Abstract

A diagnosis of thyroid disease in children may be made with tests for thyroid hormone levels in blood samples (serum total thyroixine (T4), serum triiodotyronine (T3) resin test), and tests based on the peripheral action of thyroid hormone (bone age and form, growth characteristics, IQ, and EKG) together with other investigations such as antithyroid antibodies. This approach should be carried out before performing more sophisticated studies such as measurement of serum thyroid-stimulating hormone (TSH) levels, serum free thyroxine, serum T3, and TBG capacity for T4. Tests based on the administration of radionuclides to young patients are indicated when the primary diagnosis cannot be established by in vitro studies. In addition, radionuclide investigations may be indicated to identify the underlying thyroid pathology. These aspects of thyroid tests are discussed in detail.
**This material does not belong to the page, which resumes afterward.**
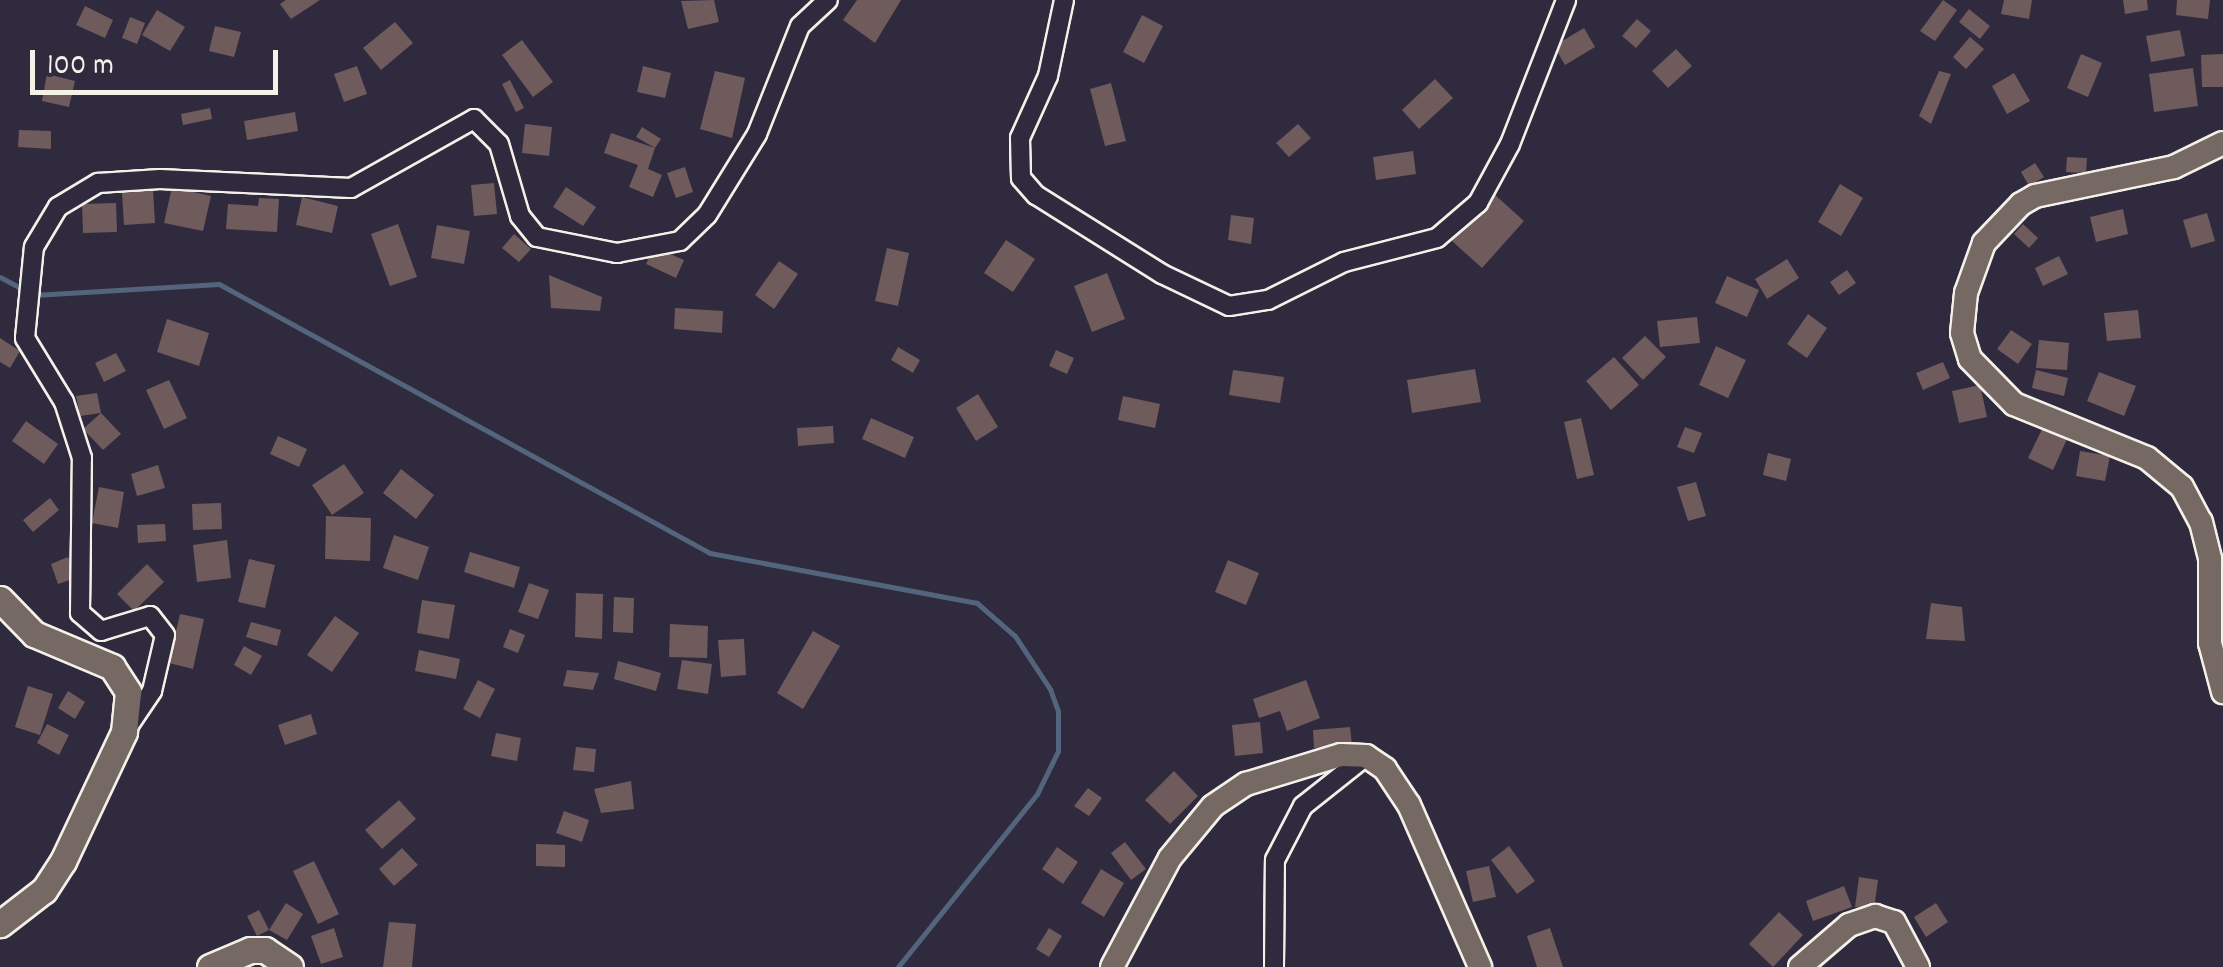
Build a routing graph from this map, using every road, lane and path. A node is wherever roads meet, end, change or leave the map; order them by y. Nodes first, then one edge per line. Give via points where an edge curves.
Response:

The author recommends using doses of 131 I from 5 to 20 μCi intravenously when simple in vivo investigations in selected cases are planned, and some detail is given as a guide to the investigation, particularly of agoitrous and goitrous hypothyroid children with 131 I. In the differential diagnosis of the various types of dyshormonogenesis, special procedures such as radiochromatography of thyroid tissue, when available, sera, and urine are indicated. Tests having these techniques as their basis are described. Other measurements such as the serum TSH response to thyroid-releasing hormone, the blood hormone response to TSH, and the urinary excretion of thyroid hormones are mentioned but they are not yet established as routine procedures in pediatric practice.